SOURCE RECORDS =

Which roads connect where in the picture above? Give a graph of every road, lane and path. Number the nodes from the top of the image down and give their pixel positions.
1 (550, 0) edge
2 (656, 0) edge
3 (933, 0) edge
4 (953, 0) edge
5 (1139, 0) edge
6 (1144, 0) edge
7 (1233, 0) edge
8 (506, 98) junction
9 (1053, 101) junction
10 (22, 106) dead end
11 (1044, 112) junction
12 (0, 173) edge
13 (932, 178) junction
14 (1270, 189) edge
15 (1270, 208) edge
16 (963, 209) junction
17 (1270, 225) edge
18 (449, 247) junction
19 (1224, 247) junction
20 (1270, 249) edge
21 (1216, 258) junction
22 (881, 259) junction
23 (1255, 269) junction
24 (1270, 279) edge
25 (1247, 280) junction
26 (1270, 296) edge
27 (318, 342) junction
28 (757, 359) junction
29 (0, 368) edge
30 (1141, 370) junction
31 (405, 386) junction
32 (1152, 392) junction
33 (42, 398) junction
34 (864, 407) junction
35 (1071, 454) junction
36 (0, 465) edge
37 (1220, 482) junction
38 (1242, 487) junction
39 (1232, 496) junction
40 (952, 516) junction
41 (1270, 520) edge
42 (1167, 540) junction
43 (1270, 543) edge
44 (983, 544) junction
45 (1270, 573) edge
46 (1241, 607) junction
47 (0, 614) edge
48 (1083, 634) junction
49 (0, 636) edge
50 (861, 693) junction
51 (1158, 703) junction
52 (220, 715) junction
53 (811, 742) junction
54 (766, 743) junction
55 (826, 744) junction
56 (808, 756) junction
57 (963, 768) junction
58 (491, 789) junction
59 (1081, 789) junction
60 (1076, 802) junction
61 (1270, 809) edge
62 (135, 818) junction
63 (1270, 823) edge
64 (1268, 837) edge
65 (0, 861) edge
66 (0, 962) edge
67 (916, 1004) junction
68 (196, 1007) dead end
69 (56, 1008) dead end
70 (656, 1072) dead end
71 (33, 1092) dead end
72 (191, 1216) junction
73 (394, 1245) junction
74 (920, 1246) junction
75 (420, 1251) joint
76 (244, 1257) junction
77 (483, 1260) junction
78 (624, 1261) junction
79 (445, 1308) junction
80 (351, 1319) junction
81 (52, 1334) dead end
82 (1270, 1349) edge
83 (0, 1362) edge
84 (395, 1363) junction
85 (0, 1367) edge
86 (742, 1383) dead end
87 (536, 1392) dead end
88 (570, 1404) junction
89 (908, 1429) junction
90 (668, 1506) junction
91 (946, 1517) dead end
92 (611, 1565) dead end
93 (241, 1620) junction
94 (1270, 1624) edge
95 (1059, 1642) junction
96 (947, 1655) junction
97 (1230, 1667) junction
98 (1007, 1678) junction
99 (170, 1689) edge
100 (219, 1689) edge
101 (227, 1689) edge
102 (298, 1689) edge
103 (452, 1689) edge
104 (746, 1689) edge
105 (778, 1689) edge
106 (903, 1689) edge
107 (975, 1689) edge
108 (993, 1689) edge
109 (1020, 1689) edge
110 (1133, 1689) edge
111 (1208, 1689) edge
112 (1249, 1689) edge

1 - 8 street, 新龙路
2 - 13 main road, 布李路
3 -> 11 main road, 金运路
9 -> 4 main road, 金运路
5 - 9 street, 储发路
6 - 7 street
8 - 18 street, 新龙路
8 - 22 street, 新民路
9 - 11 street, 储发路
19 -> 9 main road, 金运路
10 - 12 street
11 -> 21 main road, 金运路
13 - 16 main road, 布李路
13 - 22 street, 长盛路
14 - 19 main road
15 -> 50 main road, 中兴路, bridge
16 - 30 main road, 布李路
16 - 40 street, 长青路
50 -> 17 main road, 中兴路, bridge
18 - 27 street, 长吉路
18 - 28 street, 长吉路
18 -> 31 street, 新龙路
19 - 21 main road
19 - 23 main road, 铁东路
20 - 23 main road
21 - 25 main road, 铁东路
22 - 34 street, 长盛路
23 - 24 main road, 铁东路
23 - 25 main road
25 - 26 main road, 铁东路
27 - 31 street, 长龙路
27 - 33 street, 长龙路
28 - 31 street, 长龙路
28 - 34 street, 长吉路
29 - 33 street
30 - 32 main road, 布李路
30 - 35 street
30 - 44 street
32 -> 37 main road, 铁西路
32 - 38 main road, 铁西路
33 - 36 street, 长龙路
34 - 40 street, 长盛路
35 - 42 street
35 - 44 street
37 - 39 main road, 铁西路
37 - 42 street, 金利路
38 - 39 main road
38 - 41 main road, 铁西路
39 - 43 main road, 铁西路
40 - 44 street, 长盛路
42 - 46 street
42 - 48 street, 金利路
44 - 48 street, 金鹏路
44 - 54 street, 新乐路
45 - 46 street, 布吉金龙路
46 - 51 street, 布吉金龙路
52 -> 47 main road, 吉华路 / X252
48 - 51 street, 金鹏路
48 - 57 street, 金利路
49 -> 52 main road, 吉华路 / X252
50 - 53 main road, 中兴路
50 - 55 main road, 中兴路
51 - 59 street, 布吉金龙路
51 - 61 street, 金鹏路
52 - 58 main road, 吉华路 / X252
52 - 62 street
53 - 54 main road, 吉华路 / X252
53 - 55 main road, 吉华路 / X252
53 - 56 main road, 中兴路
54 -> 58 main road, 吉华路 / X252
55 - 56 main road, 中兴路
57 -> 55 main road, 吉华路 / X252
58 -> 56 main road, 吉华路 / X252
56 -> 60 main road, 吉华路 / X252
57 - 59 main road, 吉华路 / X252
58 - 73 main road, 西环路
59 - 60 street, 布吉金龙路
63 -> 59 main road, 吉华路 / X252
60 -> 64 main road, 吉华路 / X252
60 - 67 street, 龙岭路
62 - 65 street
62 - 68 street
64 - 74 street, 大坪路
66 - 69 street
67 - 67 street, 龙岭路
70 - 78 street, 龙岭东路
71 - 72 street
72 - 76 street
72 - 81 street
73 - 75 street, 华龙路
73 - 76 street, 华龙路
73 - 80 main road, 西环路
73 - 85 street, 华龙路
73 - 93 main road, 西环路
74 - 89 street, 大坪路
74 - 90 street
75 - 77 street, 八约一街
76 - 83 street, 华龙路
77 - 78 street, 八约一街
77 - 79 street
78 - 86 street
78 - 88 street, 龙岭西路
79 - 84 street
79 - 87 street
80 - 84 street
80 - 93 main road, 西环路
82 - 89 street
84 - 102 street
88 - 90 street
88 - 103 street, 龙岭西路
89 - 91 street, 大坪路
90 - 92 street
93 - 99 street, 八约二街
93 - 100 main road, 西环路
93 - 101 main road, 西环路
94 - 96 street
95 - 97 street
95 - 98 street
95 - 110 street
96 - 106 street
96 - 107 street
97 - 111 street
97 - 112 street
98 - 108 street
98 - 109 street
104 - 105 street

TASK STATEMENT =
For every entry in the records above, write an exact copy.

ANSWER TO THE EXERCISE =
Which roads connect where in the picture above? Give a graph of every road, lane and path. Number the nodes from the top of the image down and give their pixel positions.
1 (550, 0) edge
2 (656, 0) edge
3 (933, 0) edge
4 (953, 0) edge
5 (1139, 0) edge
6 (1144, 0) edge
7 (1233, 0) edge
8 (506, 98) junction
9 (1053, 101) junction
10 (22, 106) dead end
11 (1044, 112) junction
12 (0, 173) edge
13 (932, 178) junction
14 (1270, 189) edge
15 (1270, 208) edge
16 (963, 209) junction
17 (1270, 225) edge
18 (449, 247) junction
19 (1224, 247) junction
20 (1270, 249) edge
21 (1216, 258) junction
22 (881, 259) junction
23 (1255, 269) junction
24 (1270, 279) edge
25 (1247, 280) junction
26 (1270, 296) edge
27 (318, 342) junction
28 (757, 359) junction
29 (0, 368) edge
30 (1141, 370) junction
31 (405, 386) junction
32 (1152, 392) junction
33 (42, 398) junction
34 (864, 407) junction
35 (1071, 454) junction
36 (0, 465) edge
37 (1220, 482) junction
38 (1242, 487) junction
39 (1232, 496) junction
40 (952, 516) junction
41 (1270, 520) edge
42 (1167, 540) junction
43 (1270, 543) edge
44 (983, 544) junction
45 (1270, 573) edge
46 (1241, 607) junction
47 (0, 614) edge
48 (1083, 634) junction
49 (0, 636) edge
50 (861, 693) junction
51 (1158, 703) junction
52 (220, 715) junction
53 (811, 742) junction
54 (766, 743) junction
55 (826, 744) junction
56 (808, 756) junction
57 (963, 768) junction
58 (491, 789) junction
59 (1081, 789) junction
60 (1076, 802) junction
61 (1270, 809) edge
62 (135, 818) junction
63 (1270, 823) edge
64 (1268, 837) edge
65 (0, 861) edge
66 (0, 962) edge
67 (916, 1004) junction
68 (196, 1007) dead end
69 (56, 1008) dead end
70 (656, 1072) dead end
71 (33, 1092) dead end
72 (191, 1216) junction
73 (394, 1245) junction
74 (920, 1246) junction
75 (420, 1251) joint
76 (244, 1257) junction
77 (483, 1260) junction
78 (624, 1261) junction
79 (445, 1308) junction
80 (351, 1319) junction
81 (52, 1334) dead end
82 (1270, 1349) edge
83 (0, 1362) edge
84 (395, 1363) junction
85 (0, 1367) edge
86 (742, 1383) dead end
87 (536, 1392) dead end
88 (570, 1404) junction
89 (908, 1429) junction
90 (668, 1506) junction
91 (946, 1517) dead end
92 (611, 1565) dead end
93 (241, 1620) junction
94 (1270, 1624) edge
95 (1059, 1642) junction
96 (947, 1655) junction
97 (1230, 1667) junction
98 (1007, 1678) junction
99 (170, 1689) edge
100 (219, 1689) edge
101 (227, 1689) edge
102 (298, 1689) edge
103 (452, 1689) edge
104 (746, 1689) edge
105 (778, 1689) edge
106 (903, 1689) edge
107 (975, 1689) edge
108 (993, 1689) edge
109 (1020, 1689) edge
110 (1133, 1689) edge
111 (1208, 1689) edge
112 (1249, 1689) edge

1 - 8 street, 新龙路
2 - 13 main road, 布李路
3 -> 11 main road, 金运路
9 -> 4 main road, 金运路
5 - 9 street, 储发路
6 - 7 street
8 - 18 street, 新龙路
8 - 22 street, 新民路
9 - 11 street, 储发路
19 -> 9 main road, 金运路
10 - 12 street
11 -> 21 main road, 金运路
13 - 16 main road, 布李路
13 - 22 street, 长盛路
14 - 19 main road
15 -> 50 main road, 中兴路, bridge
16 - 30 main road, 布李路
16 - 40 street, 长青路
50 -> 17 main road, 中兴路, bridge
18 - 27 street, 长吉路
18 - 28 street, 长吉路
18 -> 31 street, 新龙路
19 - 21 main road
19 - 23 main road, 铁东路
20 - 23 main road
21 - 25 main road, 铁东路
22 - 34 street, 长盛路
23 - 24 main road, 铁东路
23 - 25 main road
25 - 26 main road, 铁东路
27 - 31 street, 长龙路
27 - 33 street, 长龙路
28 - 31 street, 长龙路
28 - 34 street, 长吉路
29 - 33 street
30 - 32 main road, 布李路
30 - 35 street
30 - 44 street
32 -> 37 main road, 铁西路
32 - 38 main road, 铁西路
33 - 36 street, 长龙路
34 - 40 street, 长盛路
35 - 42 street
35 - 44 street
37 - 39 main road, 铁西路
37 - 42 street, 金利路
38 - 39 main road
38 - 41 main road, 铁西路
39 - 43 main road, 铁西路
40 - 44 street, 长盛路
42 - 46 street
42 - 48 street, 金利路
44 - 48 street, 金鹏路
44 - 54 street, 新乐路
45 - 46 street, 布吉金龙路
46 - 51 street, 布吉金龙路
52 -> 47 main road, 吉华路 / X252
48 - 51 street, 金鹏路
48 - 57 street, 金利路
49 -> 52 main road, 吉华路 / X252
50 - 53 main road, 中兴路
50 - 55 main road, 中兴路
51 - 59 street, 布吉金龙路
51 - 61 street, 金鹏路
52 - 58 main road, 吉华路 / X252
52 - 62 street
53 - 54 main road, 吉华路 / X252
53 - 55 main road, 吉华路 / X252
53 - 56 main road, 中兴路
54 -> 58 main road, 吉华路 / X252
55 - 56 main road, 中兴路
57 -> 55 main road, 吉华路 / X252
58 -> 56 main road, 吉华路 / X252
56 -> 60 main road, 吉华路 / X252
57 - 59 main road, 吉华路 / X252
58 - 73 main road, 西环路
59 - 60 street, 布吉金龙路
63 -> 59 main road, 吉华路 / X252
60 -> 64 main road, 吉华路 / X252
60 - 67 street, 龙岭路
62 - 65 street
62 - 68 street
64 - 74 street, 大坪路
66 - 69 street
67 - 67 street, 龙岭路
70 - 78 street, 龙岭东路
71 - 72 street
72 - 76 street
72 - 81 street
73 - 75 street, 华龙路
73 - 76 street, 华龙路
73 - 80 main road, 西环路
73 - 85 street, 华龙路
73 - 93 main road, 西环路
74 - 89 street, 大坪路
74 - 90 street
75 - 77 street, 八约一街
76 - 83 street, 华龙路
77 - 78 street, 八约一街
77 - 79 street
78 - 86 street
78 - 88 street, 龙岭西路
79 - 84 street
79 - 87 street
80 - 84 street
80 - 93 main road, 西环路
82 - 89 street
84 - 102 street
88 - 90 street
88 - 103 street, 龙岭西路
89 - 91 street, 大坪路
90 - 92 street
93 - 99 street, 八约二街
93 - 100 main road, 西环路
93 - 101 main road, 西环路
94 - 96 street
95 - 97 street
95 - 98 street
95 - 110 street
96 - 106 street
96 - 107 street
97 - 111 street
97 - 112 street
98 - 108 street
98 - 109 street
104 - 105 street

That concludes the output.